You typically get about 1 ft pound of torque per cubic inch of displacement.

If you go to higher speeds that can fall off, but the one for one rule is usually a good place to start. Since HP is tq X rpm/5252, using a big motor at lower RPM doesn't offer much other than more installed weight when compared to a higher speed machine for the same horsepower.

Power to weight ratio is all about displacement and RPM. Airplanes are a unique design problem in that the output shaft speed is artificially low because that's the speed the prop needs to turn to avoid the tips of the prop from going supersonic.

If you turn the engine at the speed of the prop, you elimnate the heavy, expensive and unreliable gearbox. There are lots of examples of geared engines in aircraft, but the weight of the gearbox, combined with the higher stress in the engine that results from turning it faster, often leads to reliability problems. Bigger, slower turning engines have been used in aviation since the Glenn Curtis got rid of the bicycle chains that the Wright Brothers used to gear down their engines. That doesn't mean that they make much sense in a car.

When you put an aviation engine into a car, the engine makes big torque at low RPM's but it doesn't make big horsepower, and the gearbox gets bigger and heavier since the torque of the engine is greater. In this case they are using a speed increasing gearbox so that they can use the automotive gearbox and drive the axle, so that's just more weight they are adding to the system.

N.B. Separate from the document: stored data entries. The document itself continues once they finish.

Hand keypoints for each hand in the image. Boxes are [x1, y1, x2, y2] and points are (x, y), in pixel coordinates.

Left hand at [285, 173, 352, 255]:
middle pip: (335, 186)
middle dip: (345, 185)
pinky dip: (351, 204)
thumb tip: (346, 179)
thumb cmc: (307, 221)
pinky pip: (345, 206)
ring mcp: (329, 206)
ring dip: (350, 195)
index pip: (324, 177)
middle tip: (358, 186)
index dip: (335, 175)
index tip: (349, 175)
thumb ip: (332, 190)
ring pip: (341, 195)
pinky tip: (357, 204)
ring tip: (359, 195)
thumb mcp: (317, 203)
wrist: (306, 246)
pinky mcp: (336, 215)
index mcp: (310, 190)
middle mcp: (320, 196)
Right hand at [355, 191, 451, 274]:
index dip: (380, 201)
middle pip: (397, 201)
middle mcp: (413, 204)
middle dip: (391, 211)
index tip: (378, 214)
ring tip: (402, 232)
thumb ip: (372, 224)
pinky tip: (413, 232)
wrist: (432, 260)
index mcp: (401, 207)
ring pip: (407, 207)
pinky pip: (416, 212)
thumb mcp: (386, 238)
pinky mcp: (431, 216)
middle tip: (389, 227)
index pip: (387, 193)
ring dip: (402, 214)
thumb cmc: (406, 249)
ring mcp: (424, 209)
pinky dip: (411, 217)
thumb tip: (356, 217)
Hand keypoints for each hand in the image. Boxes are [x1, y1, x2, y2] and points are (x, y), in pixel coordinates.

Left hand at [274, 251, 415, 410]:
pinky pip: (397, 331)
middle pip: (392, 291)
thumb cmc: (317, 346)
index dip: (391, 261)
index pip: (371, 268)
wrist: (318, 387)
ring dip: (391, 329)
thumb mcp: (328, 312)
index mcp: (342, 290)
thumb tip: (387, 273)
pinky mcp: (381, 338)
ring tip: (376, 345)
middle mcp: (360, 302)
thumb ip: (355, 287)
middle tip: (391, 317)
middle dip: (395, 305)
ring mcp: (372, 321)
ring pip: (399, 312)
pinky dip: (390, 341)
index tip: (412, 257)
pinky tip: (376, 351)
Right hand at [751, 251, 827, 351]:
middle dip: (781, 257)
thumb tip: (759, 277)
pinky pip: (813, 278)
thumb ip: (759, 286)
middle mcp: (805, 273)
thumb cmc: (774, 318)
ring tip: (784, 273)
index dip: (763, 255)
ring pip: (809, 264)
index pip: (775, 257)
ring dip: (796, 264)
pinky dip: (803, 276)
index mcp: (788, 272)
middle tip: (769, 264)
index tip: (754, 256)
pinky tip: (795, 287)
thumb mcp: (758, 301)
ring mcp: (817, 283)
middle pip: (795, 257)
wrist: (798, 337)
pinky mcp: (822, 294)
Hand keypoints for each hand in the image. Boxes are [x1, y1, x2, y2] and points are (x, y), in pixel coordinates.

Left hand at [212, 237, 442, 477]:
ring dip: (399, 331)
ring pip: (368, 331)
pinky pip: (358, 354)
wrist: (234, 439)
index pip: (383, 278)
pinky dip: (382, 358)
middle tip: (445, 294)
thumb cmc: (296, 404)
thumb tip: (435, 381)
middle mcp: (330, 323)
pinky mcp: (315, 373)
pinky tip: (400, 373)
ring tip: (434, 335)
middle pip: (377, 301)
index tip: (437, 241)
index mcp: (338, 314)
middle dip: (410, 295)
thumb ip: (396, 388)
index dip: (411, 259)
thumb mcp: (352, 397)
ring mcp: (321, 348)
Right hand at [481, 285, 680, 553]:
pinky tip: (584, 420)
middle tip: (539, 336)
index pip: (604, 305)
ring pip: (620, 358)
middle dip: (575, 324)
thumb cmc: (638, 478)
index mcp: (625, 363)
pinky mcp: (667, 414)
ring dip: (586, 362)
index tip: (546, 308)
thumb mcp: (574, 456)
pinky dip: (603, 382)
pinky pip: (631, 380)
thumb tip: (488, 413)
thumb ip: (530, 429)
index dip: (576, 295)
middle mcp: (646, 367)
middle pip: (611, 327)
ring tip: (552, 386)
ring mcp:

Like I said, there isn't a pony in that pile other than doing something that is different to be different.

A higher speed smaller displacement engine is a far better way to go.

 

Hmmm.... really?
While you equation is correct it also points out the that HP is nothing more than a calculation and "torque" is the actual ability to do work. When I hear HP numbers quoted what I think of is how much fuel is going to be burned, which more often than not requires more fuel be carried because range is a sales "feature".
Greater torque output does require parts that are up to the task, but so does greater RPM... Newton's second law and all, for the extreme example take a look at the cost of a modern Formula One engine. Generally greater RPM means accelerated wear.
Further, there is more to power output than just displacement and RPM...forced induction, VE, oversquare vs undersquare etc all play roles and require an engine system designed to take advantage from intake to exhaust...then to cover a wider "speed" range a transmission is needed as in most ground based applications.
The old drag racing axiom that speed is a question of money is just as true in the air as on the ground.
The bottom line is there is no free lunch.

 

Torque isn't work, or even the ability to do work, it's simply a force...Think of it this way...

Torque is the force, but torque times speed (or really force times a distance) is work. You can make big torque, but if you don't have rotational speed it doesn't mean much. Acceleration comes from the ability to do work, not from torque, but from torque times speed.

Forced induction is a totally different case, with FI there are no rules, and that's why FI was so hard to control in F1. Engines could make as much power as you were willing to pump air through them, despite the fact that the thermal efficiency was falling like a brick.

But, if you look at peak torque, that's going to occur where the VE is maximized (and be about 1 ft lb/cubic inch). That's where the rule of thumb comes in, and that's why I said, if you spin the engine at really high speed the torque will drop off, because at higher speeds the VE will fall off due to pumping losses.

And undersquare/oversquare doesn't seem to make a big difference, as to the peak torque, still it's about 1 hp/cubic inch. Oversquare tends to move the torque peak up to higher speeds, and it moves the piston speed down so there is less wear and friction, and that allows the higher speed engine to make more power.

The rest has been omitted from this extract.